What a big difference a small change can make

First, we must determine the time that each clock shows. Since Clock 1 is correct, it shows the time $8 \! : \! 20$ . Clock 2 gains one minute every hour, so since $20 \frac{1}{3}$ hours past since $12$ AM, Clock 2 shows $8 \! : \! 40 \frac{1}{3}$ . In the same fashion, we can find that Clock 3 shows the time $7 \! : \! 59 \frac{2}{3}$ .

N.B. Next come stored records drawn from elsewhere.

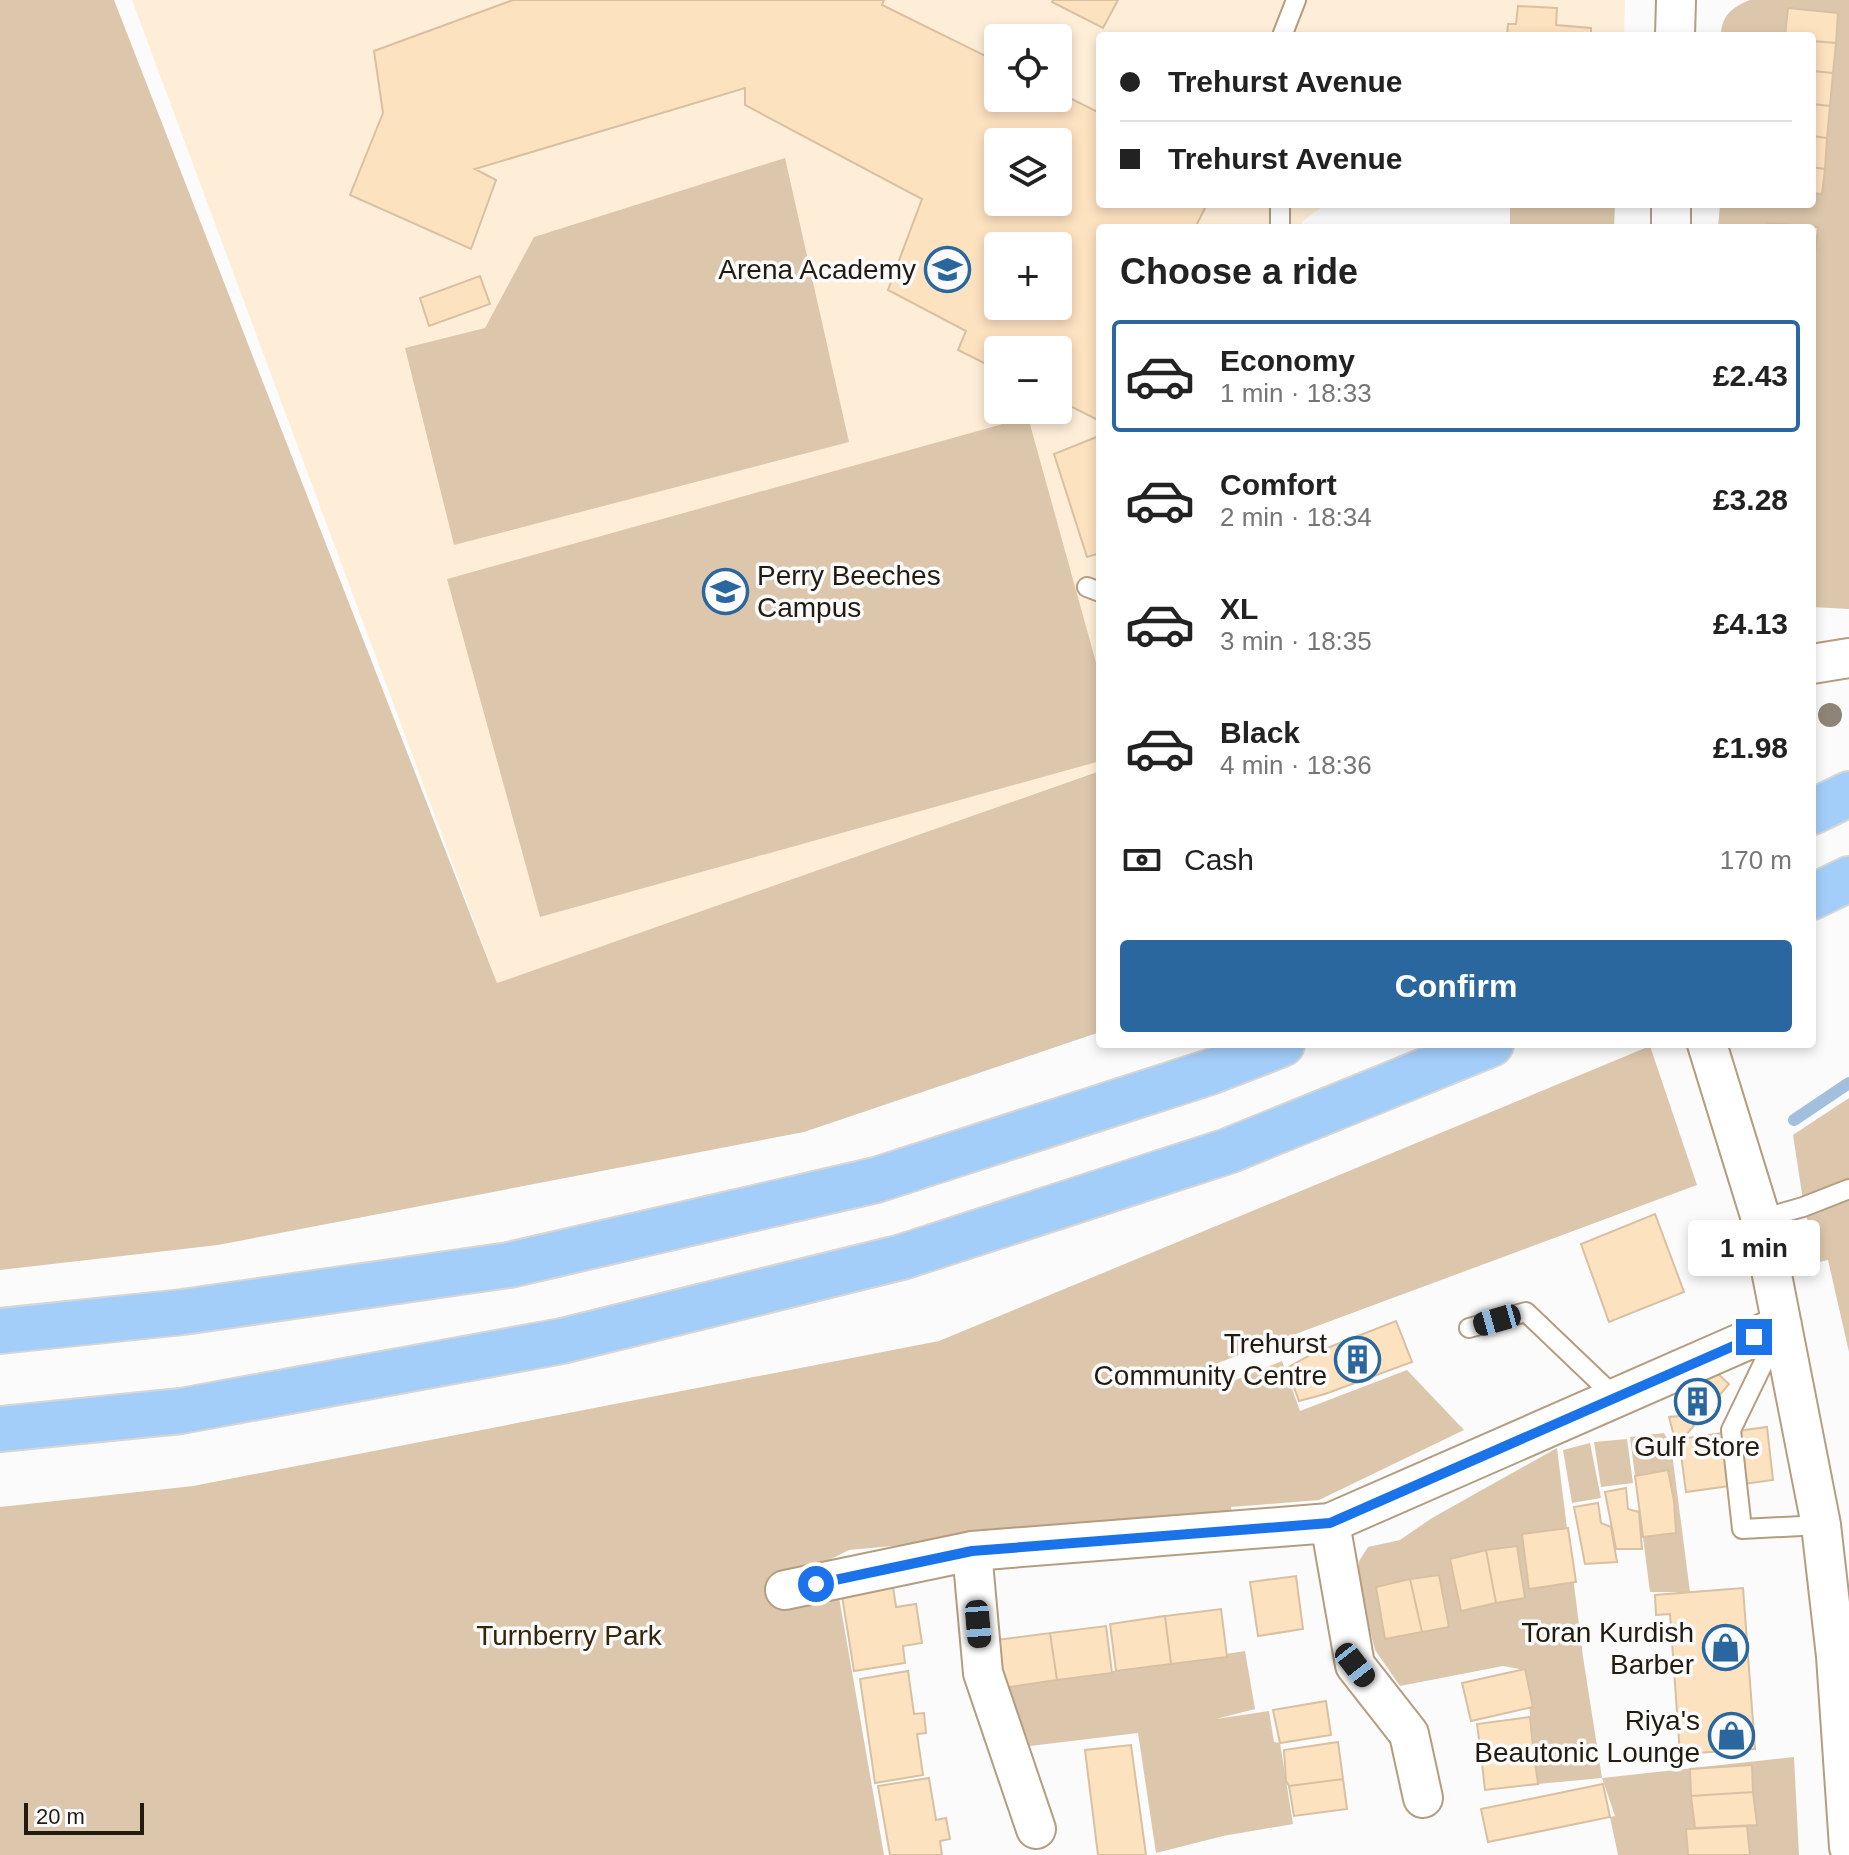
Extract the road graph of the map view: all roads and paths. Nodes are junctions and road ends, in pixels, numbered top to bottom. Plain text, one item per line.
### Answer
1 (1296, 0) edge
2 (1676, 0) edge
3 (1284, 32) edge
4 (1675, 32) edge
5 (1849, 658) edge
6 (1816, 663) edge
7 (1849, 794) edge
8 (1816, 810) edge
9 (1849, 879) edge
10 (1816, 895) edge
11 (1272, 1048) edge
12 (1481, 1048) edge
13 (1708, 1048) edge
14 (1849, 1189) edge
15 (1761, 1219) junction
16 (1782, 1325) junction
17 (1469, 1328) dead end
18 (0, 1331) edge
19 (1615, 1397) junction
20 (0, 1429) edge
21 (1330, 1523) junction
22 (1835, 1526) edge
23 (972, 1551) junction
24 (785, 1590) dead end
25 (1842, 1652) edge
26 (1423, 1798) dead end
27 (1848, 1826) edge
28 (1036, 1829) dead end

1 - 3 lane
2 - 4 street
5 - 6 street
7 - 8 highway
9 - 10 highway
11 - 18 highway
12 - 20 highway
13 - 15 street
14 - 15 lane
15 - 16 street
16 - 19 street
16 - 22 street
16 - 22 lane
17 - 19 lane
19 - 21 street
21 - 23 street
21 - 26 street
22 - 25 street
23 - 24 street
23 - 28 street
25 - 27 street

Next, we find the non-convex angle between the hour and minute hands for each of these times. We will derive a general formula for the angle first, then plug in our values:

Let $H$ be the hour and $M$ be the minute. Every minute, the minute hand moves $6^{\circ}$ counterclockwise, so after M minutes, the minute hand moved $6M$ degrees from the pointing up position. Now, for every minute that passes, the hour hand moves $\frac{1}{2}^{\circ}$ , and for every hour that passes the hour hand moves $30^{\circ}$ . Thus, the hour hand is $30H + \frac{1}{2}M$ degrees from the pointing up position. The angle between the hour and minute hands is the absolute value of the difference between these two angles.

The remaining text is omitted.